SILVERTHORNE, Colo. (CN) — Mid-December is usually the busiest time of year for Colorado’s ski country, but the Qdoba in Silverthorne has only three people working.
Amid banners advertising job benefits, unemployment in many mountain communities remains well over the state 5.1% average including 7.6% in San Miguel County, home of Telluride, and 6.1% in Aspen’s Pitkin County.
Officially unemployment dropped to 3.9% in Summit County, where Silverthorne sits beneath Keystone and Arapahoe Basin. Nevertheless, the Federal Reserve Bank of St. Louis estimated Colorado’s U-6 rate, which includes part-timers and people marginally attached to the workforce, remained 12.3% through the second quarter of 2021.
With 20 workers, Qdoba could be open for breakfast, lunch and dinner, seven days a week. With just three people, however, the burrito bar is only open five days a week, from 10:30 a.m. - 2 p.m., with slightly longer hours on Friday to catch the evening crowd.
“It's just a struggle right now trying to get people in here,” said general manager Matthew Spaulding behind the register. “Summit County is hurting, and everyone is hiring.”
In the same strip mall, Cheba Hut is running with 32 workers, marking its best year yet, but also leaving the toasted sandwich shop only three-quarter staffed.
“What we came to realize is the name of the game now is benefits and what you can do for your employees,” said general manager Richard Jones. “Within the last year, we've increased all that and we now offer full health, dental, vision insurance and a 401(k).”
Besides starting wages at $15 an hour, Jones said, “having a fun place for people to work is important so people want to show up to work. That’s especially true up here. All they have to do is toss a rock for the next job.”
These days Cheba Hut and Qdoba aren’t just competing for customers, they’re competing for would-be workers who are applying to everywhere on the block.
“We haven't had so many unfilled positions as we do now,” said Margaret Bowes, executive director of Colorado Association of Ski Towns. “But it all comes down to housing. In resort communities, housing has been unattainable.”
When the Covid-19 pandemic shut everything down in March 2020, many mountain towns worried the tourism economies would tank. But when they reopened in June, visitors came in droves.
Part-time residents moved into vacation homes. Stir-crazy city slickers took road trips and booked Airbnbs. Instead of bottoming out, the housing market reached new peaks.
“Affordability has been an issue as long as there's been ski towns. They're typically expensive places to live with lower-paying jobs, but since the pandemic the stresses on workforce and affordable housing have only increased,” Bowes said.

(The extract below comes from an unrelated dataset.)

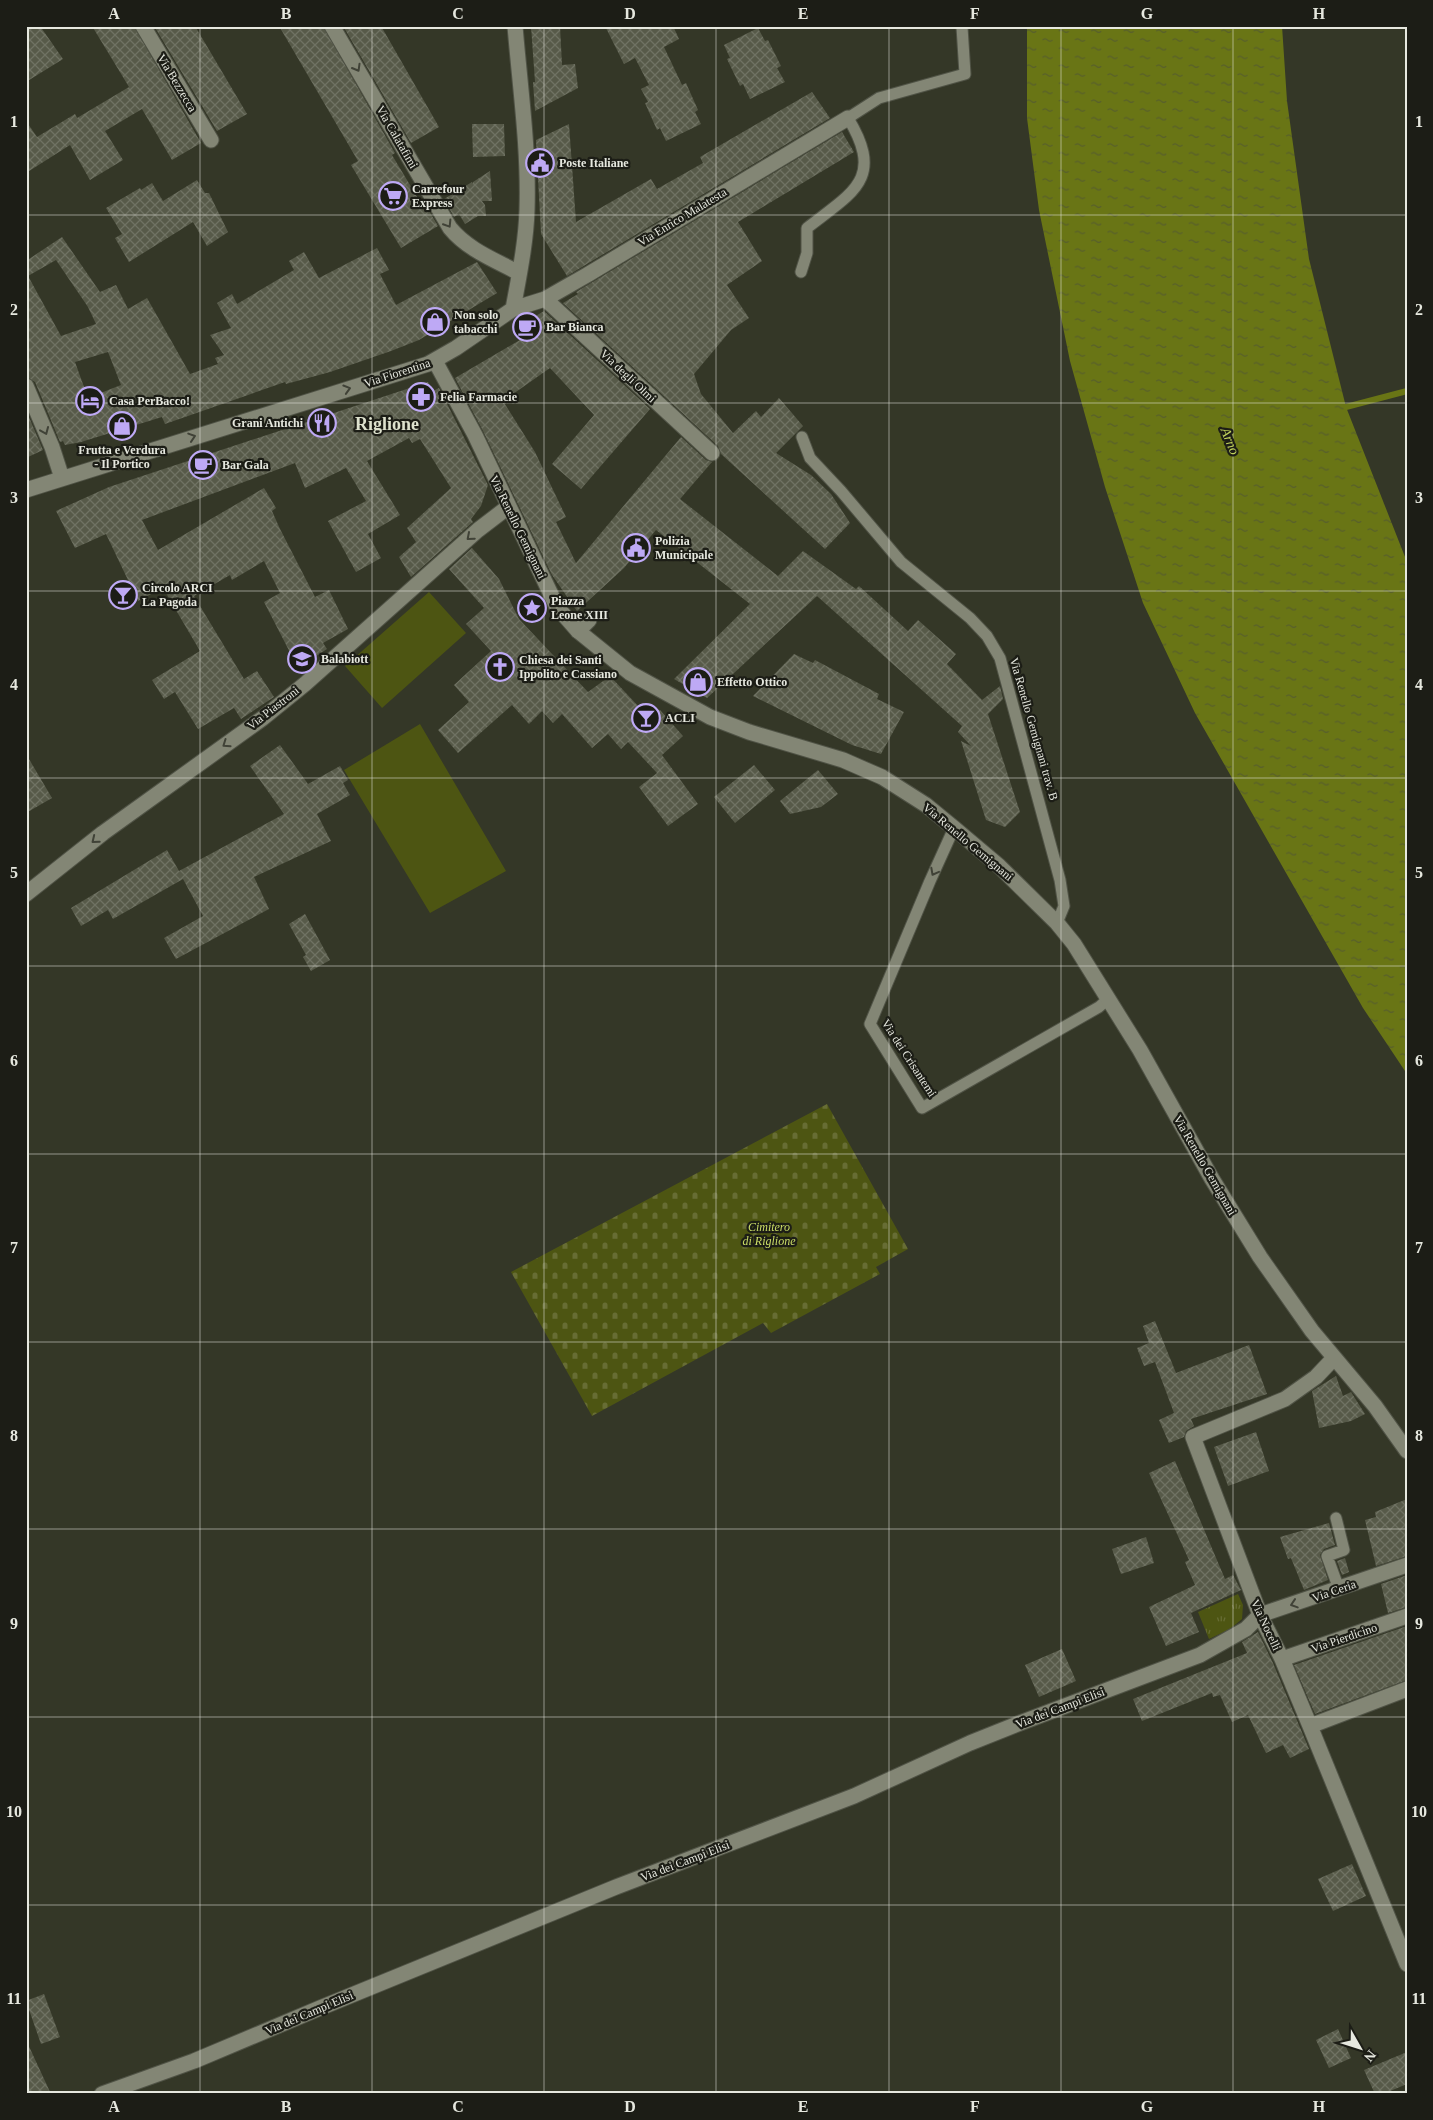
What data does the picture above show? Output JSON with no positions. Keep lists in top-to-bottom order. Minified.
{"streets":{"street":["Via Bezzecca","Via Calatafimi","Via Enrico Malatesta","Via Fiorentina","Via degli Olmi","Via Renello Gemignani","Via Piastroni","Via Ceria","Via Nocelli","Via Pierdicino","Via dei Campi Elisi"],"lane":["Via Renello Gemignani trav. B","Via dei Crisantemi"]},"crossings":[["Via Enrico Malatesta","Via Fiorentina"],["Via Enrico Malatesta","Via degli Olmi"],["Via Fiorentina","Via Renello Gemignani"],["Via Renello Gemignani","Via Piastroni"],["Via Renello Gemignani","Via Renello Gemignani trav. B"],["Via Renello Gemignani","Via dei Crisantemi"],["Via Renello Gemignani","Via Nocelli"],["Via Ceria","Via Nocelli"],["Via Ceria","Via dei Campi Elisi"],["Via Nocelli","Via Pierdicino"],["Via Nocelli","Via dei Campi Elisi"]],"one_way":["Via Calatafimi","Via Fiorentina","Via Piastroni"],"districts":["Riglione"],"water":["Arno"],"parks":["Cimitero di Riglione"],"places":{"public building":["Poste Italiane","Polizia Municipale"],"supermarket":["Carrefour Express"],"shop":["Non solo tabacchi","Frutta e Verdura - Il Portico","Effetto Ottico"],"cafe":["Bar Bianca","Bar Gala"],"pharmacy":["Felia Farmacie"],"hotel":["Casa PerBacco!"],"restaurant":["Grani Antichi"],"bar":["Circolo ARCI La Pagoda","ACLI"],"place":["Piazza Leone XIII"],"school or university":["Balabiott"],"church":["Chiesa dei Santi Ippolito e Cassiano"]},"north":"bottom right","grid":{"columns":["A","B","C","D","E","F","G","H"],"rows":["1","2","3","4","5","6","7","8","9","10","11"]}}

Before 2020, most of the communities’ full-time residents worked in the county and earned less than $150,000 annually, according to the 2021 Mountain Migration report. Conversely, 70% of 2020 newcomers and 80% of part-time residents reported earning more than $150,000 annually.
Three-quarters of residents who worked outside the county make more than $300,000 annually, nearly 10 times the wages of a full-time employee earning $15 an hour.
“The bulk of the jobs that it takes to sustain a service economy here, whether it's construction, maintenance, housekeeping or restaurant jobs, those jobs aren't even close to competing in that $150,000 and up income,” said Jon Stavney, executive director of the Northwest Colorado Council of Governments.
In addition to welcoming new wealthier residents, many mountain communities experienced tourism booms during the pandemic instead of the expected bust. The Mountain Migration Report recorded gross sales volume rising 64% across Routt, Grand, Eagle, Summit, Pitkin and San Miguel counties, from $8.2 billion in 2019 to $13.4 billion in 2020.
While beneficial to the local economy, the influx of visitors further strained housing stock. Empty units that might attract workers instead became profitable short-term rentals through sites like Airbnb and VBRO.